PROBLEM DESCRIPTION. Scan the entries below and say how many lines contain "edges". Write only the number.

[Items from a dataset]
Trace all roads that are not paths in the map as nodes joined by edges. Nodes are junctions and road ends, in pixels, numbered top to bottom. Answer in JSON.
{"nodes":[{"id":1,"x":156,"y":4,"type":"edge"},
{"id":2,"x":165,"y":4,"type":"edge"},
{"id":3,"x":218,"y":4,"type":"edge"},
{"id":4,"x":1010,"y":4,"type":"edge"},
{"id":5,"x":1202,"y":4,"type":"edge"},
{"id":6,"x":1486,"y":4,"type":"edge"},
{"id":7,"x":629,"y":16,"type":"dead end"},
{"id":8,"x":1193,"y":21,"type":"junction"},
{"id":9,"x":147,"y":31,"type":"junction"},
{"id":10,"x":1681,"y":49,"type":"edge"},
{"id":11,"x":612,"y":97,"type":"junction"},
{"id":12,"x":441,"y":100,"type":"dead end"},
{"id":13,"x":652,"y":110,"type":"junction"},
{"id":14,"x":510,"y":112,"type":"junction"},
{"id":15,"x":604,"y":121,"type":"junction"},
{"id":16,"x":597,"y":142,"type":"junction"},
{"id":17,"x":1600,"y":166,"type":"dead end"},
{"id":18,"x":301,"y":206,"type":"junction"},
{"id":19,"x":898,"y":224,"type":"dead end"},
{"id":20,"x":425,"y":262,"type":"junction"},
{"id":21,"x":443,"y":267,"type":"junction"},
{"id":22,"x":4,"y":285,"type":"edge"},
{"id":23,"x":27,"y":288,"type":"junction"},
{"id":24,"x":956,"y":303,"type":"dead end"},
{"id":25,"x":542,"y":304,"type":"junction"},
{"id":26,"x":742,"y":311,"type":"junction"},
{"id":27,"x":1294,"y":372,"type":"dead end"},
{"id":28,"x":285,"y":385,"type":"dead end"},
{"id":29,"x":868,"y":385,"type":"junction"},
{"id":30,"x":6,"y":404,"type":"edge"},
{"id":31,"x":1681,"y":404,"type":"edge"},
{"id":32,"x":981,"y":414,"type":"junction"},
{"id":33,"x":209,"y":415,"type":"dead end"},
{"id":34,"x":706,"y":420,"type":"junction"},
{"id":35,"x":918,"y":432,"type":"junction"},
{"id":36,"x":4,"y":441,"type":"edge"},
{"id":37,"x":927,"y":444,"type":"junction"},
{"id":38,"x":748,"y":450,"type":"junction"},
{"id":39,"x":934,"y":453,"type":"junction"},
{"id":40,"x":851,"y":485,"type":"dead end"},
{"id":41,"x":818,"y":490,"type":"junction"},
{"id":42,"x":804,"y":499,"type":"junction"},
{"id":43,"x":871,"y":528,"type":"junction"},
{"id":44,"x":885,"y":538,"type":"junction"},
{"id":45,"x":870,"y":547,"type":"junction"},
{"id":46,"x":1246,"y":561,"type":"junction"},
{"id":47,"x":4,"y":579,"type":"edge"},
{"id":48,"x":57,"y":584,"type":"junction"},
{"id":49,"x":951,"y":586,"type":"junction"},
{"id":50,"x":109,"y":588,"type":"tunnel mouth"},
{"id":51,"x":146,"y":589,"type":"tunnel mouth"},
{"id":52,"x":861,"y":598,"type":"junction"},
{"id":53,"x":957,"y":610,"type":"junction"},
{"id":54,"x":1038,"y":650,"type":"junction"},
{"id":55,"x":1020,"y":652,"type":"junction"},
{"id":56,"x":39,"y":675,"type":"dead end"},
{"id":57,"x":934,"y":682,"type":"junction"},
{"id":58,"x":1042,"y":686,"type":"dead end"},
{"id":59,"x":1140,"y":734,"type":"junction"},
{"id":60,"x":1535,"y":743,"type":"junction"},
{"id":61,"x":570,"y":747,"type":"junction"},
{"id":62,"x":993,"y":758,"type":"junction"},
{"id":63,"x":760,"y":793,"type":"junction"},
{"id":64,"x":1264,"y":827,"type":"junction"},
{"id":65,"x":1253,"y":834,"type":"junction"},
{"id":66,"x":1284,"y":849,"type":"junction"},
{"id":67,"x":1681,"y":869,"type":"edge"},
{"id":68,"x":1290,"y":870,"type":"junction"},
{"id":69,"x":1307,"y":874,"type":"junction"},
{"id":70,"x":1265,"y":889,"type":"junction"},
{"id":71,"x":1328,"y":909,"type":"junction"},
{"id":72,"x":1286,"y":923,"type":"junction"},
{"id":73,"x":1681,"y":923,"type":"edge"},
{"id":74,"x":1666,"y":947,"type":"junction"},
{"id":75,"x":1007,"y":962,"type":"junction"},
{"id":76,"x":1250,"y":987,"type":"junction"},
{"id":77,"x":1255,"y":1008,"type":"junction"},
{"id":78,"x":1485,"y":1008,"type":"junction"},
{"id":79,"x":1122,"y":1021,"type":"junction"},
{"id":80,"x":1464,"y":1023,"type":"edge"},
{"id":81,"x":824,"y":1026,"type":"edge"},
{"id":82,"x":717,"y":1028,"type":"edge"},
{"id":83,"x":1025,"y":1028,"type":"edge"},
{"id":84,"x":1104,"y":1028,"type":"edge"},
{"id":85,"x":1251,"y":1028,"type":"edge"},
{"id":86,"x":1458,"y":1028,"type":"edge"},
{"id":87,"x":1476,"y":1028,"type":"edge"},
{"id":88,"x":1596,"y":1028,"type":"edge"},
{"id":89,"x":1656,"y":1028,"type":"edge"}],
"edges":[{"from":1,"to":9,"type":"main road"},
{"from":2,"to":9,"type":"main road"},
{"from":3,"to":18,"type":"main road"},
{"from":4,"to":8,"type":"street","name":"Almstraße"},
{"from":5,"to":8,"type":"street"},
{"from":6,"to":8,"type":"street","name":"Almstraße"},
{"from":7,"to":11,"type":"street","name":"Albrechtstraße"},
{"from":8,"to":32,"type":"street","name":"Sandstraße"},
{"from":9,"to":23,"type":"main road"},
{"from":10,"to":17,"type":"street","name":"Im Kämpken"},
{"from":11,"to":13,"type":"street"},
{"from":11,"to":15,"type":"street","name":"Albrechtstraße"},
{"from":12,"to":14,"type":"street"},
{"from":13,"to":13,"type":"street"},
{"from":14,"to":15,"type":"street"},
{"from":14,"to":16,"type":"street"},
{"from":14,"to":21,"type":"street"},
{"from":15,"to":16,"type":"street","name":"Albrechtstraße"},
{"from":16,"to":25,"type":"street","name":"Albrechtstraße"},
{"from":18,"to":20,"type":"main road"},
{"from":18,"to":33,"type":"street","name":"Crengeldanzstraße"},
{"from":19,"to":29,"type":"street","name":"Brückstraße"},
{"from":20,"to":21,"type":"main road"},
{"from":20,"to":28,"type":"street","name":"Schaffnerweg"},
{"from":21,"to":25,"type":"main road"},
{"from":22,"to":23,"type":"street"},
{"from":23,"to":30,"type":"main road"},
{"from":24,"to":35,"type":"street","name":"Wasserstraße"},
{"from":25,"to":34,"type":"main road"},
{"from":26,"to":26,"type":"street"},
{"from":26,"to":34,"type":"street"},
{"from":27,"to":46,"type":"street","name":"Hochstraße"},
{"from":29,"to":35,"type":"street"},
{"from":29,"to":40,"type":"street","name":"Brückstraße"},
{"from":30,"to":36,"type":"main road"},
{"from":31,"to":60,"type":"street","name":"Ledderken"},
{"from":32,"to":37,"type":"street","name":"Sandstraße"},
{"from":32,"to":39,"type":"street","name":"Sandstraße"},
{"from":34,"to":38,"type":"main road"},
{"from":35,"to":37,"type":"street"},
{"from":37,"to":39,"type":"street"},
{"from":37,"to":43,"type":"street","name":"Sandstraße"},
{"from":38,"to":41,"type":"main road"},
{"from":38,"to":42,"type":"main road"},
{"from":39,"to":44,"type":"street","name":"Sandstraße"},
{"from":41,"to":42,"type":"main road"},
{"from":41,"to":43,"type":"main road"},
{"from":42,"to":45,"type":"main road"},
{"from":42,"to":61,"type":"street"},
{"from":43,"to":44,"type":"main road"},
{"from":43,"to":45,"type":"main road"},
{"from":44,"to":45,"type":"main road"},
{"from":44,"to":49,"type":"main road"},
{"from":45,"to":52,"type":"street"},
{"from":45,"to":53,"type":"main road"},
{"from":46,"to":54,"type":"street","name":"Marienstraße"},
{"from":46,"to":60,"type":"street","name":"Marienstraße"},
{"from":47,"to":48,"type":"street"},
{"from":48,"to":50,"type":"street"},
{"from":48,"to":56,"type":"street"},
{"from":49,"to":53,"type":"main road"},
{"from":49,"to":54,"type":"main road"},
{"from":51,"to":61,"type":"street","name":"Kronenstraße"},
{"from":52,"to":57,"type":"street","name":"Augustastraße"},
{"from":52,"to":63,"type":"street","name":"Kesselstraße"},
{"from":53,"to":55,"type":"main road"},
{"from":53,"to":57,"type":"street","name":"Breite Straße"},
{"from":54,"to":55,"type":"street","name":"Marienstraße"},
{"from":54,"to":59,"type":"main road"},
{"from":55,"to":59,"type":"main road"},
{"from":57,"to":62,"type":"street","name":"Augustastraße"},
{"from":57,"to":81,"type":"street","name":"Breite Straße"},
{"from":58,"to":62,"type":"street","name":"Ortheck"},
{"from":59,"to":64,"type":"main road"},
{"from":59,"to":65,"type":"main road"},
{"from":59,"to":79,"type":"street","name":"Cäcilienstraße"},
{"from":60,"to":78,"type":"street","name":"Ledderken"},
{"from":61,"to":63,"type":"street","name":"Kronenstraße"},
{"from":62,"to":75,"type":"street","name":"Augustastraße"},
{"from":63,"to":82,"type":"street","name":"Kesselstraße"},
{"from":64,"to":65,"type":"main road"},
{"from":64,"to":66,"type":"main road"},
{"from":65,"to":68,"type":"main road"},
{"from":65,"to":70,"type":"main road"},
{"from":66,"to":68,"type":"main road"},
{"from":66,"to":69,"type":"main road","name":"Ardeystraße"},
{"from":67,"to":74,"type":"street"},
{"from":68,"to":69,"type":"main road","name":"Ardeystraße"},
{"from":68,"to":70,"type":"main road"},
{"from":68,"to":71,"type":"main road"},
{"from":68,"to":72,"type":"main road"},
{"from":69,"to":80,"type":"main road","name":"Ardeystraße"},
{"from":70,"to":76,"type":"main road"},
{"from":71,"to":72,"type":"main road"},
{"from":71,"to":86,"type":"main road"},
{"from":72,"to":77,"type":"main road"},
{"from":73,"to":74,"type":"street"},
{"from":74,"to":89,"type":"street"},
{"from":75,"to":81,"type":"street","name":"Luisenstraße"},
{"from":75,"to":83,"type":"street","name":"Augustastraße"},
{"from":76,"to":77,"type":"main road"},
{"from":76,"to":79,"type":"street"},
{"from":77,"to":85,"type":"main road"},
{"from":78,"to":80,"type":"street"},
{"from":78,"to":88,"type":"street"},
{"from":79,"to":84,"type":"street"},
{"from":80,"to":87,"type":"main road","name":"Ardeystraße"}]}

RESULT OF THE EXERCISE. 2